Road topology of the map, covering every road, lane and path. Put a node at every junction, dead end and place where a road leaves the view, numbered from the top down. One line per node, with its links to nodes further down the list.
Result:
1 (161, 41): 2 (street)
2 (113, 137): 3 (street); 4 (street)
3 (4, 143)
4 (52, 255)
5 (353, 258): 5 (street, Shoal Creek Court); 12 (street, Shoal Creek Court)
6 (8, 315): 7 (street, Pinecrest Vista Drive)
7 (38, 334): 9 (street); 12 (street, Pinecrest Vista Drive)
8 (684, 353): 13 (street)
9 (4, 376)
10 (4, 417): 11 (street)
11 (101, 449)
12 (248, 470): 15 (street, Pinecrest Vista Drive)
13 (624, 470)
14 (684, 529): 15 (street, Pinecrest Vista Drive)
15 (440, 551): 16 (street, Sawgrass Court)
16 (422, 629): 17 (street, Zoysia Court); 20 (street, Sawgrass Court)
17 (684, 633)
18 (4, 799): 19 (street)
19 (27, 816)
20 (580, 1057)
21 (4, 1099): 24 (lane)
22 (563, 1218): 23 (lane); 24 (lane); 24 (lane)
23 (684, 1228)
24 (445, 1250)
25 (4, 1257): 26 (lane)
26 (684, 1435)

--

PROBLEM DETAILS: Could you quote the material above in full, exactly as it stands?

EXERCISE SOLUTION:
Road topology of the map, covering every road, lane and path. Put a node at every junction, dead end and place where a road leaves the view, numbered from the top down. One line per node, with its links to nodes further down the list.
Result:
1 (161, 41): 2 (street)
2 (113, 137): 3 (street); 4 (street)
3 (4, 143)
4 (52, 255)
5 (353, 258): 5 (street, Shoal Creek Court); 12 (street, Shoal Creek Court)
6 (8, 315): 7 (street, Pinecrest Vista Drive)
7 (38, 334): 9 (street); 12 (street, Pinecrest Vista Drive)
8 (684, 353): 13 (street)
9 (4, 376)
10 (4, 417): 11 (street)
11 (101, 449)
12 (248, 470): 15 (street, Pinecrest Vista Drive)
13 (624, 470)
14 (684, 529): 15 (street, Pinecrest Vista Drive)
15 (440, 551): 16 (street, Sawgrass Court)
16 (422, 629): 17 (street, Zoysia Court); 20 (street, Sawgrass Court)
17 (684, 633)
18 (4, 799): 19 (street)
19 (27, 816)
20 (580, 1057)
21 (4, 1099): 24 (lane)
22 (563, 1218): 23 (lane); 24 (lane); 24 (lane)
23 (684, 1228)
24 (445, 1250)
25 (4, 1257): 26 (lane)
26 (684, 1435)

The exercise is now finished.